If these results are compared with the levels described by the Framework materials themselves, there is a big shortfall. GCSE Lower looks like it might, just might, be pitched at about the right level but GCSE Higher and 'A' level fall well short in vocabulary knowledge of the levels which were expected. With vocabulary sizes as limited as this the shortfall is highly significant and suggests that the learners must also be very limited in their communicative skill and ability. GCSE learners fall well short of the B1 Threshold level of 2000 words (and 80% coverage of normal text) and it would appear they are well short of the level needed to be independent users. 'A' level students, with under 2000 words on average, look like they are just hitting the vocabulary levels needed for gist understanding which would place them at B1 rather than B2 level. My observation is that this is about right; our university entrants struggle to hold a conversation on anything but the most predictable and limited of topics, and certainly could not follow a lecture or a seminar in French. French graduates, with about 3300 words on average, appear well short of complete mastery and again this calculation appears to match the observation of students in my own university. We no longer routinely lecture through the medium of French, we cut down the number of books students read, to enable them to cope, and much of the work in done in translation. Graduates cannot perform in all aspects of language in an educated native-like fashion.
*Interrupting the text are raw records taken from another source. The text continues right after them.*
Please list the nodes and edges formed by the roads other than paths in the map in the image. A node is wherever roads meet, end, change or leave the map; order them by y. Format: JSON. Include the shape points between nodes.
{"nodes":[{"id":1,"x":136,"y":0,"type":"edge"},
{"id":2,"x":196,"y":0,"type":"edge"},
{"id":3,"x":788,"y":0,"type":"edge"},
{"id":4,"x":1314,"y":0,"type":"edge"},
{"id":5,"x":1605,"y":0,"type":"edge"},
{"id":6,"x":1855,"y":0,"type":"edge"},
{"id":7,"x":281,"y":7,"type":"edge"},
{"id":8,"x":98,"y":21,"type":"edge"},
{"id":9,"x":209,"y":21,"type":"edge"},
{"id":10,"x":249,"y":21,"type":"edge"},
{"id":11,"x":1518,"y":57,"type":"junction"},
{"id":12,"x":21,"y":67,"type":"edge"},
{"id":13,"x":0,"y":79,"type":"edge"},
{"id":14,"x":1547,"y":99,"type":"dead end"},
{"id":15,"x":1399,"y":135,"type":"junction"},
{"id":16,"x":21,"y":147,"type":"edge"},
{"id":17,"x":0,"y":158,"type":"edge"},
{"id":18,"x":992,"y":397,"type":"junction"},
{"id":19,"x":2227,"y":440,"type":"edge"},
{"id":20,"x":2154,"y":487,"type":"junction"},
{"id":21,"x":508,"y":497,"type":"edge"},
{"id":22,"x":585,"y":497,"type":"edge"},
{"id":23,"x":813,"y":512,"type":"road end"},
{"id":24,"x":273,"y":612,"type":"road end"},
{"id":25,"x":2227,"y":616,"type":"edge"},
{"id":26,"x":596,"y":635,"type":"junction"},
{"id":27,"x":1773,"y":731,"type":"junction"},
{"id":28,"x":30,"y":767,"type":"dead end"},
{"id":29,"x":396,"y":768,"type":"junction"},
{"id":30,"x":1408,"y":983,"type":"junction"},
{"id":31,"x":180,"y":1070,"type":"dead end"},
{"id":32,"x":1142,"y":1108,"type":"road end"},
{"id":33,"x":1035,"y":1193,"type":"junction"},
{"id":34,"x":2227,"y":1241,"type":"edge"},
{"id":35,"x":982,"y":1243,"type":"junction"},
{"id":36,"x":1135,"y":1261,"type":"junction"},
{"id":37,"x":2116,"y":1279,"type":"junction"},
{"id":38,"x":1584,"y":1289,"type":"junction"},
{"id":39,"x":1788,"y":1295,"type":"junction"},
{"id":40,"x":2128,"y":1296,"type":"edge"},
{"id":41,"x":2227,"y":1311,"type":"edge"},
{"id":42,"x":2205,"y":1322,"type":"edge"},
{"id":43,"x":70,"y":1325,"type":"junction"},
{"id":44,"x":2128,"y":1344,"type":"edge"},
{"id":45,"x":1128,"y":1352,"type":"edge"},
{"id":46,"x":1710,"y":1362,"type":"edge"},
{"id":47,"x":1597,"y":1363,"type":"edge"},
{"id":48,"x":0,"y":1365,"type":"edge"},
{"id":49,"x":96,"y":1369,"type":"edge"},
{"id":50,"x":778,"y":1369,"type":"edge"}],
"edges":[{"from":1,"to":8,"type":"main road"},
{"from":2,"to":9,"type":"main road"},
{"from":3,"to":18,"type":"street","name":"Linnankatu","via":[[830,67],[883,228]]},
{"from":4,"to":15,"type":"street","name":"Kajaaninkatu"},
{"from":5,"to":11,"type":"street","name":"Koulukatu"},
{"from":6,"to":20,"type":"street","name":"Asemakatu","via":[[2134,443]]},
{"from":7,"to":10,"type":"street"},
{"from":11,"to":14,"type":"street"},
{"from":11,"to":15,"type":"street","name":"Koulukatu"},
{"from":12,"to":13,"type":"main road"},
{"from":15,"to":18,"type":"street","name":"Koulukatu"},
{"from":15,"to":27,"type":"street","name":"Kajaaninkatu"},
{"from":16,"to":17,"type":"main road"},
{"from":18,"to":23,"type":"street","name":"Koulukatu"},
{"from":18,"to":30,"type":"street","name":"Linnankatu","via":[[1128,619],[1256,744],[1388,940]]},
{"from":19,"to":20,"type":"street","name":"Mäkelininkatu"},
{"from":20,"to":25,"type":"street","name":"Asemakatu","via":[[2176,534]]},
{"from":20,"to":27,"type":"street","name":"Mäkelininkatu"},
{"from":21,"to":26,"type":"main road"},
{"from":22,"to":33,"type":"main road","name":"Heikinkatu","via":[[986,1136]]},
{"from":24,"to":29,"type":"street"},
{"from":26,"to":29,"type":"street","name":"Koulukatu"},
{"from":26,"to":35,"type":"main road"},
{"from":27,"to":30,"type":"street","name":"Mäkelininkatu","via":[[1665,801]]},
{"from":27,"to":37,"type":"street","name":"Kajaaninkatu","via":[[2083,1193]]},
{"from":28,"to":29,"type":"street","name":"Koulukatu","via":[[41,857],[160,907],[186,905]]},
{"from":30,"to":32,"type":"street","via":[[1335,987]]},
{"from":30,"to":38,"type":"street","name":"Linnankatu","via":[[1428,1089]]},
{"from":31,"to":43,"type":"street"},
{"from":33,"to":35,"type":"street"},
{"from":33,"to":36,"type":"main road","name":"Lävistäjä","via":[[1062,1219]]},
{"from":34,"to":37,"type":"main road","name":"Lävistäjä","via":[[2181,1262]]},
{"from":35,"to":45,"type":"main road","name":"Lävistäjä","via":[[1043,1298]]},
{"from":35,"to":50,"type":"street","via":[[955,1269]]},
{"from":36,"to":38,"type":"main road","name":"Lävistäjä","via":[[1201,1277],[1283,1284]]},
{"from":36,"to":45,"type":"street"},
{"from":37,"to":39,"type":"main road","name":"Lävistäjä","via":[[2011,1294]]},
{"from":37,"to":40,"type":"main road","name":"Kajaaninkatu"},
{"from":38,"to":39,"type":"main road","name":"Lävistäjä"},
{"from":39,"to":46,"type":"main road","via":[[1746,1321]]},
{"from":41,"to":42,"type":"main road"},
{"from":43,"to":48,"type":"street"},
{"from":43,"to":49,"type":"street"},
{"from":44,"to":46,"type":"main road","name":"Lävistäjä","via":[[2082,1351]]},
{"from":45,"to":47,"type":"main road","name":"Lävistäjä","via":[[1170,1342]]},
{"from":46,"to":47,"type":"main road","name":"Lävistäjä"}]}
If the results are little disappointing in French and for the UK exam system, how to other systems fare? Comparison across languages may not always be possible since it is feasible that differences in the structure of language would make it possible to carry out more language functions with fewer vocabulary resources in some languages than in others. However, there are probably good reasons for thinking that French and English vocabularies required for the various skills levels should be the same. Vocabulary in both languages is structured very similarly. While they may inflect and derive words slightly differently there is nothing like the kind of difference which might be seen if these two languages were contrasted with, say Finnish or Hungarian. Much vocabulary is actually cognate. Coverage and vocabulary size appears to work very similarly, and the word lists derives for the Threshold and Waystage levels are very similar in size. It would be a surprise if learners at the same level of ability and performance in these two languages had radically different vocabulary sizes.
Vocabulary growth figures are available for EFL learners in Greece who take the Cambridge suite of exams up to C2 level, and for Hungarian learners whose Maturity exams are pitched at A2, B1 and B2 levels. The figures are very similar and are shown in Table 3.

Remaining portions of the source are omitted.